Collected data
========================

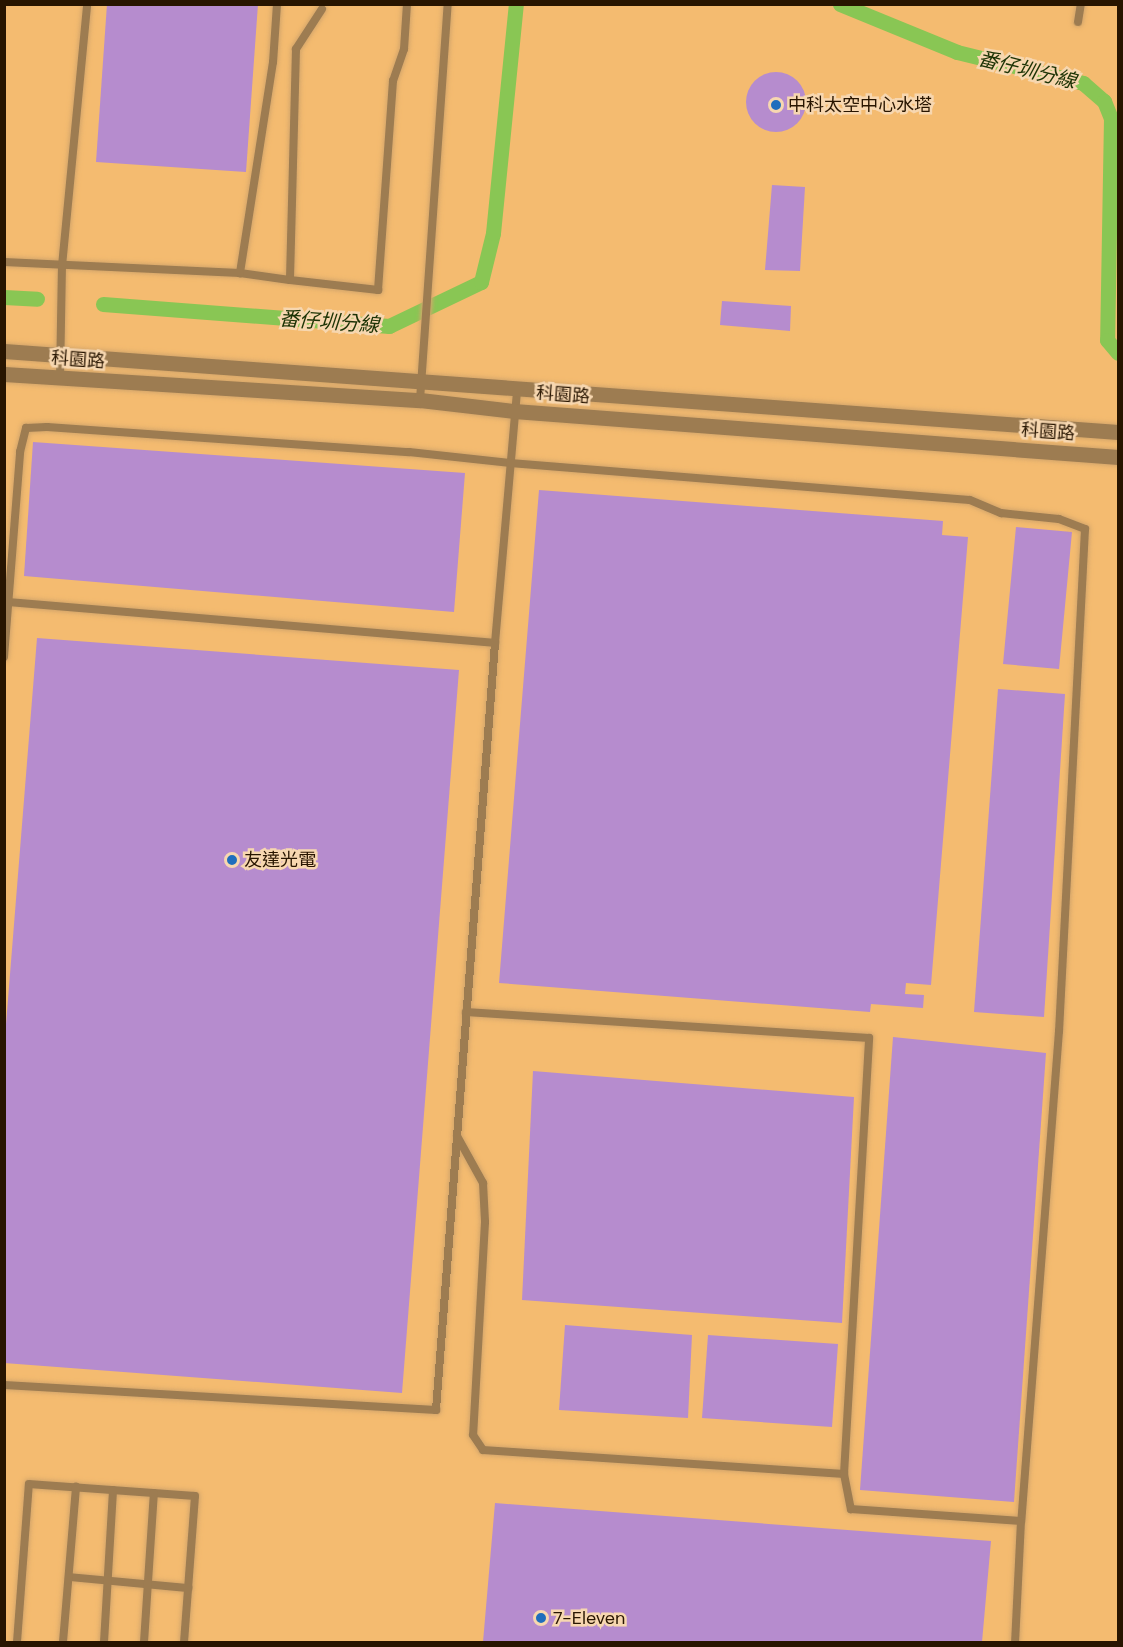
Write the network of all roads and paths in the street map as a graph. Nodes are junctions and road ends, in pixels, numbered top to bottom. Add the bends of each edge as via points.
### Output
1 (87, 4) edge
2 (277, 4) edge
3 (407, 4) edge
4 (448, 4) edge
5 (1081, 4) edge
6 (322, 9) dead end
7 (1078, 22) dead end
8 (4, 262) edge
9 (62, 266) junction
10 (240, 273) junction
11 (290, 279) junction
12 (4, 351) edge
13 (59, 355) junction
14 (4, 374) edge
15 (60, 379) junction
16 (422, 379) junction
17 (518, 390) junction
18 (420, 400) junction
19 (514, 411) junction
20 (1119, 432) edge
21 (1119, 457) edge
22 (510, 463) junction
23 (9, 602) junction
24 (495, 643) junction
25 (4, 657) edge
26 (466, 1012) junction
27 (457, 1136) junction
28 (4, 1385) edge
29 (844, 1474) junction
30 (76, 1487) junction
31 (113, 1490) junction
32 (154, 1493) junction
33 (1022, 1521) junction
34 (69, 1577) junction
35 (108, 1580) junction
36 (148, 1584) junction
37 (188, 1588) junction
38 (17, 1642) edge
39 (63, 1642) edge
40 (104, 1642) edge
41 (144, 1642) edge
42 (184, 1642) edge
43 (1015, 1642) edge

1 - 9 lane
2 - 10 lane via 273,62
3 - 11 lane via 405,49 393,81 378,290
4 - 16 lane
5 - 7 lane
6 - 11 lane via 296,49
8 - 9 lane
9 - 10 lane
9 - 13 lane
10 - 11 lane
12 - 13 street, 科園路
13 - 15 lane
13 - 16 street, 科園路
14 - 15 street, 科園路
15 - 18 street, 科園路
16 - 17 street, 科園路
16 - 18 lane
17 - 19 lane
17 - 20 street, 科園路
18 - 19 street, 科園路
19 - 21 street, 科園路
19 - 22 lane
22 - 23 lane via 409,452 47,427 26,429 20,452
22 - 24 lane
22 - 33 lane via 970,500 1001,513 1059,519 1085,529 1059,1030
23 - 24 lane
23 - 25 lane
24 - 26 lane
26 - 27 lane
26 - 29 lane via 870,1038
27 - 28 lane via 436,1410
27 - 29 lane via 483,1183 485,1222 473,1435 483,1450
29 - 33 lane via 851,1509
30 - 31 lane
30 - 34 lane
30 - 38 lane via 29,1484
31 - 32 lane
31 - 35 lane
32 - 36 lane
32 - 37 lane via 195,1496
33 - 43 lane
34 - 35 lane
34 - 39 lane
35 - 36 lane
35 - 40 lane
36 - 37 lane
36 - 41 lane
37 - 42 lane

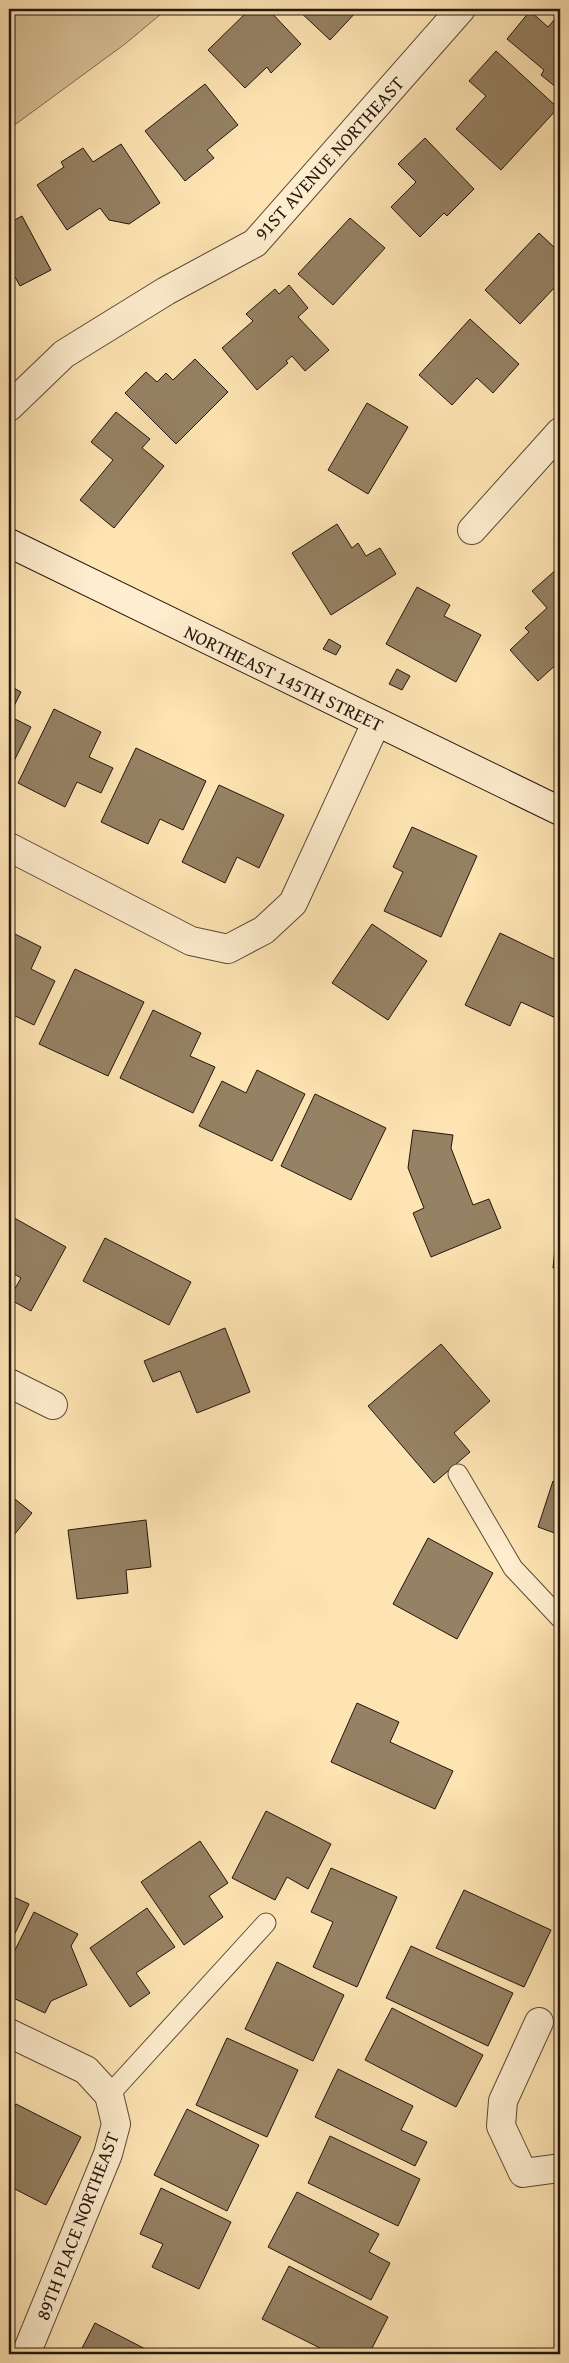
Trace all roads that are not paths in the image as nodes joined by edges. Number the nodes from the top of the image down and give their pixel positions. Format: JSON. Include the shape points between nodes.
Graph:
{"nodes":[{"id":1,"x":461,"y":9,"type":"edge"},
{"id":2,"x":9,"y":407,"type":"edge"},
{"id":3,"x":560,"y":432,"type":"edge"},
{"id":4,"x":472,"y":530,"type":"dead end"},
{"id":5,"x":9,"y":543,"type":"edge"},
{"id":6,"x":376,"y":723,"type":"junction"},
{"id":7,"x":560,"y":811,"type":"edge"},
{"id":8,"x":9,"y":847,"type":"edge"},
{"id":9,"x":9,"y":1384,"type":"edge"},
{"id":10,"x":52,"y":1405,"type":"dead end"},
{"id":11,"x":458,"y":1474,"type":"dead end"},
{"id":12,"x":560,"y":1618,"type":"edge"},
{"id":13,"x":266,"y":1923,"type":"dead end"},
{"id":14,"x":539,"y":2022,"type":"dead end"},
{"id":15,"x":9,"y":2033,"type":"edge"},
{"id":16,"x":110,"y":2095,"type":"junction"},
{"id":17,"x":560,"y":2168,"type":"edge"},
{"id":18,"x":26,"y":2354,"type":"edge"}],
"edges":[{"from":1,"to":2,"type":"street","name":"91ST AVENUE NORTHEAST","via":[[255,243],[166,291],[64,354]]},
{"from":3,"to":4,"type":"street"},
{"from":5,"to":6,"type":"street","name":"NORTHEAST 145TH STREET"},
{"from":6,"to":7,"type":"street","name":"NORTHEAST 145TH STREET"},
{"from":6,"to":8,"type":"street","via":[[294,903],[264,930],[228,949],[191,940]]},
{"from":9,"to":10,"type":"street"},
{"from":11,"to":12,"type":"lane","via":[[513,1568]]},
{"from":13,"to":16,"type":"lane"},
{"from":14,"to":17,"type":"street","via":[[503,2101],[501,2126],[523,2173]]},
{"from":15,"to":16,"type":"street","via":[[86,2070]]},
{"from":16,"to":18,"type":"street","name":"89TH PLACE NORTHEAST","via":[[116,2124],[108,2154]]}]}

========================

* [WHAT YOU NEED TO DO]: If the data includes images, skip them and copy every line exactly.

* [SOLUTION TO THIS PROBLEM]:
Write the network of all roads and paths in the street map as a graph. Nodes are junctions and road ends, in pixels, numbered top to bottom. Add the bends of each edge as via points.
### Output
1 (87, 4) edge
2 (277, 4) edge
3 (407, 4) edge
4 (448, 4) edge
5 (1081, 4) edge
6 (322, 9) dead end
7 (1078, 22) dead end
8 (4, 262) edge
9 (62, 266) junction
10 (240, 273) junction
11 (290, 279) junction
12 (4, 351) edge
13 (59, 355) junction
14 (4, 374) edge
15 (60, 379) junction
16 (422, 379) junction
17 (518, 390) junction
18 (420, 400) junction
19 (514, 411) junction
20 (1119, 432) edge
21 (1119, 457) edge
22 (510, 463) junction
23 (9, 602) junction
24 (495, 643) junction
25 (4, 657) edge
26 (466, 1012) junction
27 (457, 1136) junction
28 (4, 1385) edge
29 (844, 1474) junction
30 (76, 1487) junction
31 (113, 1490) junction
32 (154, 1493) junction
33 (1022, 1521) junction
34 (69, 1577) junction
35 (108, 1580) junction
36 (148, 1584) junction
37 (188, 1588) junction
38 (17, 1642) edge
39 (63, 1642) edge
40 (104, 1642) edge
41 (144, 1642) edge
42 (184, 1642) edge
43 (1015, 1642) edge

1 - 9 lane
2 - 10 lane via 273,62
3 - 11 lane via 405,49 393,81 378,290
4 - 16 lane
5 - 7 lane
6 - 11 lane via 296,49
8 - 9 lane
9 - 10 lane
9 - 13 lane
10 - 11 lane
12 - 13 street, 科園路
13 - 15 lane
13 - 16 street, 科園路
14 - 15 street, 科園路
15 - 18 street, 科園路
16 - 17 street, 科園路
16 - 18 lane
17 - 19 lane
17 - 20 street, 科園路
18 - 19 street, 科園路
19 - 21 street, 科園路
19 - 22 lane
22 - 23 lane via 409,452 47,427 26,429 20,452
22 - 24 lane
22 - 33 lane via 970,500 1001,513 1059,519 1085,529 1059,1030
23 - 24 lane
23 - 25 lane
24 - 26 lane
26 - 27 lane
26 - 29 lane via 870,1038
27 - 28 lane via 436,1410
27 - 29 lane via 483,1183 485,1222 473,1435 483,1450
29 - 33 lane via 851,1509
30 - 31 lane
30 - 34 lane
30 - 38 lane via 29,1484
31 - 32 lane
31 - 35 lane
32 - 36 lane
32 - 37 lane via 195,1496
33 - 43 lane
34 - 35 lane
34 - 39 lane
35 - 36 lane
35 - 40 lane
36 - 37 lane
36 - 41 lane
37 - 42 lane

Trace all roads that are not paths in the image as nodes joined by edges. Number the nodes from the top of the image down and give their pixel positions. Format: JSON. Include the shape points between nodes.
Graph:
{"nodes":[{"id":1,"x":461,"y":9,"type":"edge"},
{"id":2,"x":9,"y":407,"type":"edge"},
{"id":3,"x":560,"y":432,"type":"edge"},
{"id":4,"x":472,"y":530,"type":"dead end"},
{"id":5,"x":9,"y":543,"type":"edge"},
{"id":6,"x":376,"y":723,"type":"junction"},
{"id":7,"x":560,"y":811,"type":"edge"},
{"id":8,"x":9,"y":847,"type":"edge"},
{"id":9,"x":9,"y":1384,"type":"edge"},
{"id":10,"x":52,"y":1405,"type":"dead end"},
{"id":11,"x":458,"y":1474,"type":"dead end"},
{"id":12,"x":560,"y":1618,"type":"edge"},
{"id":13,"x":266,"y":1923,"type":"dead end"},
{"id":14,"x":539,"y":2022,"type":"dead end"},
{"id":15,"x":9,"y":2033,"type":"edge"},
{"id":16,"x":110,"y":2095,"type":"junction"},
{"id":17,"x":560,"y":2168,"type":"edge"},
{"id":18,"x":26,"y":2354,"type":"edge"}],
"edges":[{"from":1,"to":2,"type":"street","name":"91ST AVENUE NORTHEAST","via":[[255,243],[166,291],[64,354]]},
{"from":3,"to":4,"type":"street"},
{"from":5,"to":6,"type":"street","name":"NORTHEAST 145TH STREET"},
{"from":6,"to":7,"type":"street","name":"NORTHEAST 145TH STREET"},
{"from":6,"to":8,"type":"street","via":[[294,903],[264,930],[228,949],[191,940]]},
{"from":9,"to":10,"type":"street"},
{"from":11,"to":12,"type":"lane","via":[[513,1568]]},
{"from":13,"to":16,"type":"lane"},
{"from":14,"to":17,"type":"street","via":[[503,2101],[501,2126],[523,2173]]},
{"from":15,"to":16,"type":"street","via":[[86,2070]]},
{"from":16,"to":18,"type":"street","name":"89TH PLACE NORTHEAST","via":[[116,2124],[108,2154]]}]}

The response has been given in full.